Your story is profound. I am a Catholic and attend Mass each Sunday with my family. I accept the authority of the catholic church, her traditions, the sacraments and Jesus Christ as true God and true man. I cannot however contemplate these truths. I am unable to reconcile what I know to be true with the truth. I am in a paradox unable to see the light shining in the darkness. You are very fortunate to have gone on such a wonderful journey and end up finding so much nourishment.

H Gallagher said...

Hi Anonymous,

I am a Catholic. I was in a similar situation 2 years ago. I read a lot of Catholic literature in attempt to understand God's truths through the Catholic Church. Many theological concepts were incomprehensible to me. Then, after attending a prayer retreat organised in my parish, I learnt that only through prayer will God shed light on His truths to a believer.
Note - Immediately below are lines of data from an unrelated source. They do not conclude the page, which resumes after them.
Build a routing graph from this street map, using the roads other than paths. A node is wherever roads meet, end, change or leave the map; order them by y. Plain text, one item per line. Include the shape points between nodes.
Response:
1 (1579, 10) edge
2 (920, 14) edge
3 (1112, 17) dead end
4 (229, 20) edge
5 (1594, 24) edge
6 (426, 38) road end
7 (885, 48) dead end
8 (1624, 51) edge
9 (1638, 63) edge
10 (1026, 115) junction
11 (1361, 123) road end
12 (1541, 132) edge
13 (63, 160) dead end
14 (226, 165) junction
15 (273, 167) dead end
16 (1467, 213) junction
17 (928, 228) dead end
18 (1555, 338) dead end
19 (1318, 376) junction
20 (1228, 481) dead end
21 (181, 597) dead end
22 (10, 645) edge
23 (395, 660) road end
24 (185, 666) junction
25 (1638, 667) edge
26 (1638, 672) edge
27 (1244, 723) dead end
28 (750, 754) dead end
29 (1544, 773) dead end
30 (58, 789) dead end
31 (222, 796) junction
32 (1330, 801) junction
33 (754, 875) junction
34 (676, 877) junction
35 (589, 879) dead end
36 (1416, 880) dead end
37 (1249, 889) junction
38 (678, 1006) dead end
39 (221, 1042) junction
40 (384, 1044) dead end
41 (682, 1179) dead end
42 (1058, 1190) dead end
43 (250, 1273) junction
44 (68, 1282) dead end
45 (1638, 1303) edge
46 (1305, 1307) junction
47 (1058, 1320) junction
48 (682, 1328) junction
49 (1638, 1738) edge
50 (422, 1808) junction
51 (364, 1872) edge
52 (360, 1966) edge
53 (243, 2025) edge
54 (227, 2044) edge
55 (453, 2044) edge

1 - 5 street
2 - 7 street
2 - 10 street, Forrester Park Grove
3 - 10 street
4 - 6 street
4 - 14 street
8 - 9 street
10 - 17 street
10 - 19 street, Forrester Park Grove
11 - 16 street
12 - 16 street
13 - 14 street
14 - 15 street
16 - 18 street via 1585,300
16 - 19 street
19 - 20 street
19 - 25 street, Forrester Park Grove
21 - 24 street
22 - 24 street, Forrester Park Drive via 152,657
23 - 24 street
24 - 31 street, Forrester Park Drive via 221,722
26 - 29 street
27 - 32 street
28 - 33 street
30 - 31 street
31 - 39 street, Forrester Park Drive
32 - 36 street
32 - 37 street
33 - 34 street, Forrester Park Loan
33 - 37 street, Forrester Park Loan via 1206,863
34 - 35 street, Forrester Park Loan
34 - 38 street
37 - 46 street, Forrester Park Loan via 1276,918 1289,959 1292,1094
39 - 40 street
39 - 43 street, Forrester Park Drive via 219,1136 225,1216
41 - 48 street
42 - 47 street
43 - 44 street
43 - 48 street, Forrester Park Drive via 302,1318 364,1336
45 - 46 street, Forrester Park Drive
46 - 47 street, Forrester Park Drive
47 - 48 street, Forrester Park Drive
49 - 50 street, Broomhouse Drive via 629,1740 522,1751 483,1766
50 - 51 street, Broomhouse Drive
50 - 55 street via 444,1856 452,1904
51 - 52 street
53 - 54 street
Intellectual understanding has its limitations and can lead one to a "merry go round". I learnt and accepted many truths that the Catholic Church teaches by disciplined prayer every day. Catholicism became more meaningful to me. There is no other way except through prayer - our only means of communication with the divine. Even Jesus and the saints had to do this. Start with the rosary; I found that the Blessed Virgin Mary never fails to lead her faithful ones to her son, Our Savior - the source of all truths.